A close follow-up is "Kiss Me Like a Stranger", that would not be out of place if the Mavericks had covered it - with horns. But I always found Raul Malo and Isaak to be closer in style than most people probably notice.  I dog "Dry Your Eyes",  and "Perfect Lover" (really Mavericks material!),

And oddly, the "bonus" tracks are good. Normally, artists who don't have them on the standard album, they tend to be throwaway songs.
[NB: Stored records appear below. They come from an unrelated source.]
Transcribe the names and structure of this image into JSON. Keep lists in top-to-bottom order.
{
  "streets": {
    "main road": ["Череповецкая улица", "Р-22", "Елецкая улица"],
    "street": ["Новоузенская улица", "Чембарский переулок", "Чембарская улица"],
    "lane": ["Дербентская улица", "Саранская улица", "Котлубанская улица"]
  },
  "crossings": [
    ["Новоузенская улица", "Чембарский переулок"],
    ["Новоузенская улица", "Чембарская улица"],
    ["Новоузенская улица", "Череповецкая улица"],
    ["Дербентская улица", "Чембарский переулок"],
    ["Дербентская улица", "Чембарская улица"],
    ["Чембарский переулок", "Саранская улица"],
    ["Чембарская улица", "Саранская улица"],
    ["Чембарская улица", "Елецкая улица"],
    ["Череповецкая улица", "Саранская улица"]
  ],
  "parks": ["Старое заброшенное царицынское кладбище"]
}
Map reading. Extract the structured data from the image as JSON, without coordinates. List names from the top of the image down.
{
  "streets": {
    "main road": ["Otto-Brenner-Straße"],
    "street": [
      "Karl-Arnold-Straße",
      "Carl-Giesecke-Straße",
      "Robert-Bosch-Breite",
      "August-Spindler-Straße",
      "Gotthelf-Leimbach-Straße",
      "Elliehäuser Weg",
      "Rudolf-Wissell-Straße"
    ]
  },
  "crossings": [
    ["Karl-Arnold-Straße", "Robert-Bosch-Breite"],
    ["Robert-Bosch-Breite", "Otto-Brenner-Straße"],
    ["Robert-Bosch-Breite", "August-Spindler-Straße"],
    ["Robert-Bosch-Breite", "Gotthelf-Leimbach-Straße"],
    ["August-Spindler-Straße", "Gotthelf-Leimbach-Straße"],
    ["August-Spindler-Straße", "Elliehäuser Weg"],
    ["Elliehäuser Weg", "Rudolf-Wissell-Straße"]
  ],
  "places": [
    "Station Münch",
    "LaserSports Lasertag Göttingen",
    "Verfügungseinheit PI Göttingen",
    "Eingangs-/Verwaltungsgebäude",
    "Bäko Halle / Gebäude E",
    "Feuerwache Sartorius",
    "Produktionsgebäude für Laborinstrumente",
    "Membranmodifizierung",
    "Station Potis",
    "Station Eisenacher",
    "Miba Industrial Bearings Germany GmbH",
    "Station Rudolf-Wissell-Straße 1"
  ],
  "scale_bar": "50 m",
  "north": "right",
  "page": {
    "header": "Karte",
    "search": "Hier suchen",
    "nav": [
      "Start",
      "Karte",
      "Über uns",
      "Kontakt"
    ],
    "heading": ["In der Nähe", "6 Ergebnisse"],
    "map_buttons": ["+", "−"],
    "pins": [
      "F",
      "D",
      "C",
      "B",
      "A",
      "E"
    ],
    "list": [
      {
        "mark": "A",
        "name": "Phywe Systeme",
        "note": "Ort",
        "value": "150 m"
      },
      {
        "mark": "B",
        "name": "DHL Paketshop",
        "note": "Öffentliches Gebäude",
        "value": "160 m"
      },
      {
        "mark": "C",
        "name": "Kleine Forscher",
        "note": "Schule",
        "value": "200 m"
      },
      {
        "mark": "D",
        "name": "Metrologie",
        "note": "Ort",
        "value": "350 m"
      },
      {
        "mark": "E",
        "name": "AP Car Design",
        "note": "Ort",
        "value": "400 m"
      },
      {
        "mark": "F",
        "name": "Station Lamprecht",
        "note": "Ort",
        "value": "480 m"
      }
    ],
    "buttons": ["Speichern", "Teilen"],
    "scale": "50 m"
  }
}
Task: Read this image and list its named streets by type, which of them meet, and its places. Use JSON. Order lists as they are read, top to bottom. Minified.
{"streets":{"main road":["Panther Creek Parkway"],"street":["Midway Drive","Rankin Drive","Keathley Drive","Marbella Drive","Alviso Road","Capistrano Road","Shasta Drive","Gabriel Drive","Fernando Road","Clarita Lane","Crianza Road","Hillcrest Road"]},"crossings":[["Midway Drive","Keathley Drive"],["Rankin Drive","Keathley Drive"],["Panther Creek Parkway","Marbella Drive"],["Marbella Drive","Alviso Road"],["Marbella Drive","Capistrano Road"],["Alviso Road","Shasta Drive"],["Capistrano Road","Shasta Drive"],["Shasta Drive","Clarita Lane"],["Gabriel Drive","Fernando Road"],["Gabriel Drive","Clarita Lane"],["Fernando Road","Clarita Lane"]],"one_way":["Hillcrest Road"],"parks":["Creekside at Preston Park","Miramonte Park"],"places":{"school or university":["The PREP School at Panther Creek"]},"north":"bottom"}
But four of the five are better than some stuff on the normal disk.

There are things here that don't work - in my opinion: "Baby, What Do You Want Me to Do".  The plucking of violin strings seems out of place, but the vocal arrangement seem to compete with the musical arrangement. "Insect" is not bad, but it is not over the top good.

While I appreciate Isaak trying to shake things up with the Nashville routine and normally I'd say maybe working with other songwriters strays from who he is, but all the songs I like were co-writes.
Maybe the need for three producers made the album less cohesive, I don't know.

Don't get me wrong - First Comes the Night is by no means a bad disk, but it is not Chris Isaak's best work either.

2 comments:

Fearsome Beard said...

Yup...Dreamy.

Bob said...

Oh so dreamy.
And I get Elvis, and now, thanks to Blobby, a little Roy, but with a hint--perhaps in the dreaminess--of Ricky Nelson.